FTX wants $700M back from Sam Bankman Fried’s funds.
The now-defunct cryptocurrency exchange, FTX, has filed a lawsuit against a former aide of Hilary Clinton and their investment firm K5 Global, to recover $700 million in funds. The complaint was filed on Thursday in the bankruptcy court in Wilmington, Delaware, asking for the return of the $700 million transferred by FTX founder, Sam Bankman-Fried, to K5 entities in 2022. The lawsuit names K5 Global, Mount Olympus Capital, and SGN Albany Capital, as well as affiliated entities and K5 Global co-owners Michael Kives and Bryan Baum, as defendants. It alleges that Bankman-Fried was a “profligate patron” who sent millions to Kives, K5 Global, and Baum after attending a social event hosted by Kives. The event was attended by a former presidential candidate, top actors and musicians, reality TV stars, and multiple billionaires. According to the complaint, Bankman-Fried described Kives as “probably the most connected person I’ve ever met” and “a one-stop shop” for political relationships and celebrity partnerships. FTX-affiliated crypto trading firm Alameda Research transferred the funds to Kives, Baum, and K5 Global, but it did so as coming from shell companies SGN Albany and Mount Olympus Capital. The lawsuit claims that the transfers were carried out “without receiving equivalent value” and, more importantly, were avoidable, meaning they can be reversed under the Bankruptcy Code or other laws. The complaint even claimed that “Kives and Baum worked behind the scenes with Bankman-Fried on a strategy to find someone to bail out the FTX Group (and to protect their golden goose)” after the crypto exchange collapsed.

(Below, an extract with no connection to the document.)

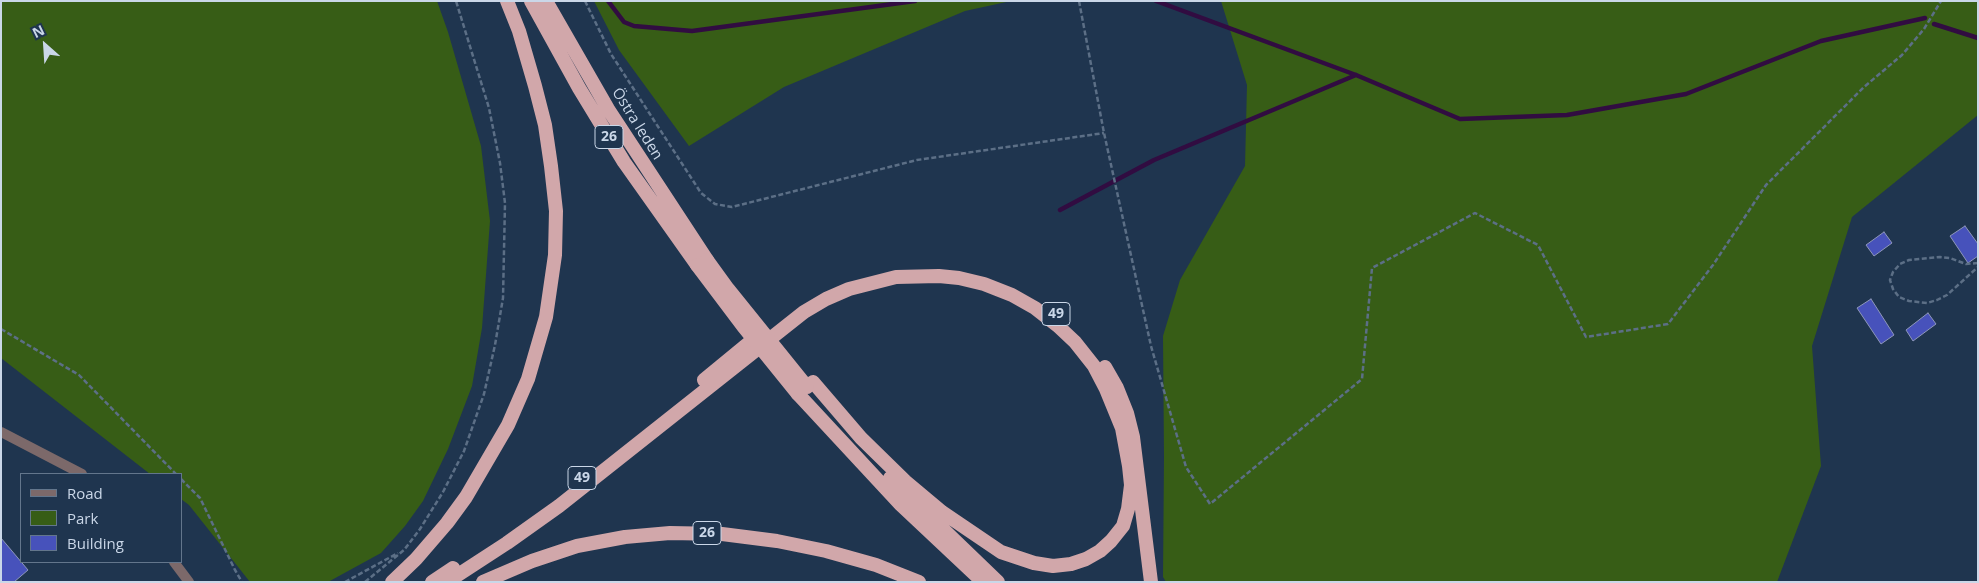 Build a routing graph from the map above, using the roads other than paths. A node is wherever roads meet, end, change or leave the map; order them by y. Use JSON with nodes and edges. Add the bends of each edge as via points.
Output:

FTX is facing escalating legal and advisory costs while trying to retrieve as much money as possible. According to filings submitted by the exchange’s bankruptcy advisors, the advisors have billed the company a staggering $121.8 million in fees and expenses for the period between February 1 and April 30. In another bid to raise funds for users, bankers of FTX are looking to offload their stake in AI startup Anthropic. Perella Weinberg, the boutique bank overseeing FTX’s bankruptcy proceedings, is reportedly discussing the potential sale of Anthropic’s stake with interested parties. FTX ostensibly owned as much as $500 million worth of shares in Anthropic when it filed for bankruptcy last year. However, courtesy of the recent AI boom and rising demand for AI technologies, Anthropic has experienced significant growth as of late. Therefore, the sale of the stake is expected to fetch a nine-figure sum, which would be distributed to former FTX customers.